**PROBLEM TO WORK ON:** Every entry is to be printed again precisely as given.

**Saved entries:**
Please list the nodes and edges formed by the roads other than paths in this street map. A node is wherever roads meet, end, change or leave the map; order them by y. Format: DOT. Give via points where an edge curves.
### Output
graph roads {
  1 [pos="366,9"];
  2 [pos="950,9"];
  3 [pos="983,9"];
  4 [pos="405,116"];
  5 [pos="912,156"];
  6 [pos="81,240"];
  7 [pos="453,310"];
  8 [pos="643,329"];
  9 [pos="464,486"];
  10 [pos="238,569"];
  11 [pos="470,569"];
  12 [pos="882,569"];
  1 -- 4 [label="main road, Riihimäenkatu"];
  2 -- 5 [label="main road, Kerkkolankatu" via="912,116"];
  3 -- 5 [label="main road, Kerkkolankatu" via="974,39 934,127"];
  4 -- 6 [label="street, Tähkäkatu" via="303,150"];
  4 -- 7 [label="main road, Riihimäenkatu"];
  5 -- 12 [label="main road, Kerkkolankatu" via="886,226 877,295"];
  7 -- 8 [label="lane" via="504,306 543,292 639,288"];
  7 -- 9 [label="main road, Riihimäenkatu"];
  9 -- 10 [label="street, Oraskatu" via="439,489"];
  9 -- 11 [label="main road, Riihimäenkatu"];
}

**WRITTEN SOLUTION:**
Please list the nodes and edges formed by the roads other than paths in this street map. A node is wherever roads meet, end, change or leave the map; order them by y. Format: DOT. Give via points where an edge curves.
### Output
graph roads {
  1 [pos="366,9"];
  2 [pos="950,9"];
  3 [pos="983,9"];
  4 [pos="405,116"];
  5 [pos="912,156"];
  6 [pos="81,240"];
  7 [pos="453,310"];
  8 [pos="643,329"];
  9 [pos="464,486"];
  10 [pos="238,569"];
  11 [pos="470,569"];
  12 [pos="882,569"];
  1 -- 4 [label="main road, Riihimäenkatu"];
  2 -- 5 [label="main road, Kerkkolankatu" via="912,116"];
  3 -- 5 [label="main road, Kerkkolankatu" via="974,39 934,127"];
  4 -- 6 [label="street, Tähkäkatu" via="303,150"];
  4 -- 7 [label="main road, Riihimäenkatu"];
  5 -- 12 [label="main road, Kerkkolankatu" via="886,226 877,295"];
  7 -- 8 [label="lane" via="504,306 543,292 639,288"];
  7 -- 9 [label="main road, Riihimäenkatu"];
  9 -- 10 [label="street, Oraskatu" via="439,489"];
  9 -- 11 [label="main road, Riihimäenkatu"];
}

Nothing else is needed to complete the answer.